## WHAT IS NEEDED
The answer should consist of every line in the material below that has the word "Circle".
━━━ EXCERPTED RECORDS ━━━
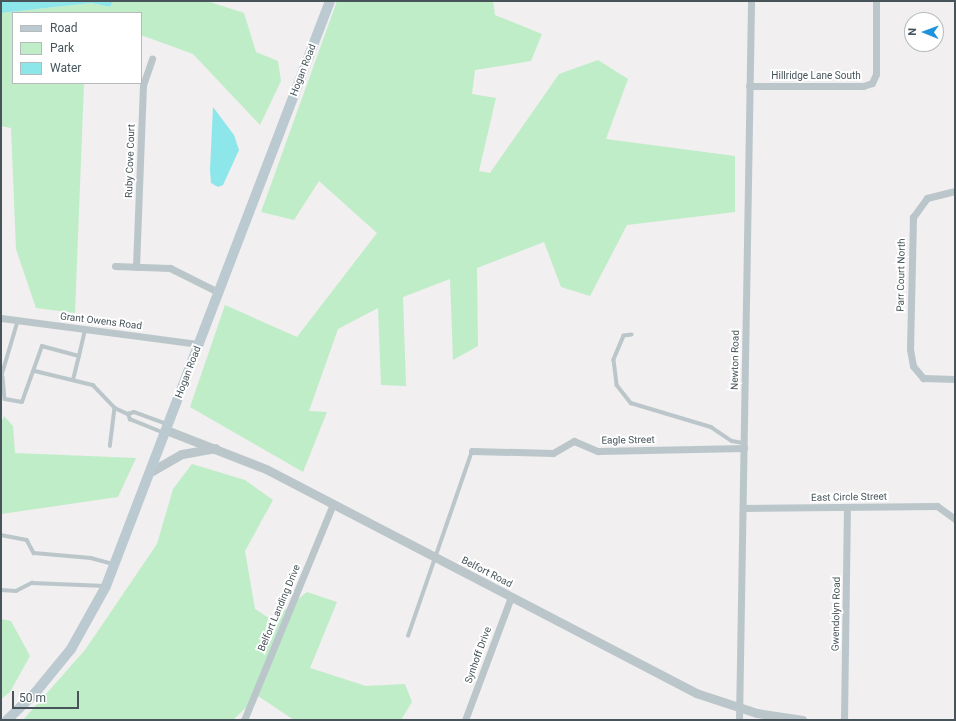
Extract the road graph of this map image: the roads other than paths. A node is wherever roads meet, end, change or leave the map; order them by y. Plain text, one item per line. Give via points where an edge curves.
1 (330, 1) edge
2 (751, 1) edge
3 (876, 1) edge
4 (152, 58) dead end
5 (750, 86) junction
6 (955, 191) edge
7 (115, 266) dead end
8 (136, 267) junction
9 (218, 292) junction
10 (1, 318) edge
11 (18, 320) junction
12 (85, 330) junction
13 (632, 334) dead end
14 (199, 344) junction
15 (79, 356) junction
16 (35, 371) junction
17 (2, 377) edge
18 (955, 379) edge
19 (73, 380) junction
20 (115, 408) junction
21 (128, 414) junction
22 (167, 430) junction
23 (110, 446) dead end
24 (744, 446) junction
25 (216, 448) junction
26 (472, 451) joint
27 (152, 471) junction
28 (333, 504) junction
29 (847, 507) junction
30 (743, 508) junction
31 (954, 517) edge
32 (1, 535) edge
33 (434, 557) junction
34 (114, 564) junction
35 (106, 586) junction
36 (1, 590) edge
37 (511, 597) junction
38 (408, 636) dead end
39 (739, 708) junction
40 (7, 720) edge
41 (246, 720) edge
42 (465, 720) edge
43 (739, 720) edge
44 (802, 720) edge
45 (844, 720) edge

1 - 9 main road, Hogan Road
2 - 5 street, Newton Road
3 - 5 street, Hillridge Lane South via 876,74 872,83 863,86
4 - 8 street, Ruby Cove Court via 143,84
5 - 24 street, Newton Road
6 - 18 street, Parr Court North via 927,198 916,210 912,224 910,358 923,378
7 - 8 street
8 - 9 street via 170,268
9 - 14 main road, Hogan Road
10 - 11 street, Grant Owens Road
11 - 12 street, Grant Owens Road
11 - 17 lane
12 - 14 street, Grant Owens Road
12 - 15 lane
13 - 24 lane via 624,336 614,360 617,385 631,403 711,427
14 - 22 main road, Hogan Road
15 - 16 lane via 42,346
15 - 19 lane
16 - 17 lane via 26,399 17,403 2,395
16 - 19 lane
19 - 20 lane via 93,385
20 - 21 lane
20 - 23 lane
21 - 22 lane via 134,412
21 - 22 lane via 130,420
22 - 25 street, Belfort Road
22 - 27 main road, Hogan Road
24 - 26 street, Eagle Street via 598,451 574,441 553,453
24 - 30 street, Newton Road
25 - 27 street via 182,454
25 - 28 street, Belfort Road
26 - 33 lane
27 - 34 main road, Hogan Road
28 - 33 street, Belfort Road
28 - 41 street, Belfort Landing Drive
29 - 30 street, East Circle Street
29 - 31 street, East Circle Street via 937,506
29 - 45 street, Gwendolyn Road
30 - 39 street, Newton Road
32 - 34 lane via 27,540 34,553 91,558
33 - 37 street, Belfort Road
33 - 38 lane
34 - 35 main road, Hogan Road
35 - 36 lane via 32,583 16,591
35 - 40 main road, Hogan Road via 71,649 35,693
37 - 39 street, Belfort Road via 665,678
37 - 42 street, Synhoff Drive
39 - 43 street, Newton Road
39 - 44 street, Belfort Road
━━━
## SOLUTION TO THIS EXERCISE
29 - 30 street, East Circle Street
29 - 31 street, East Circle Street via 937,506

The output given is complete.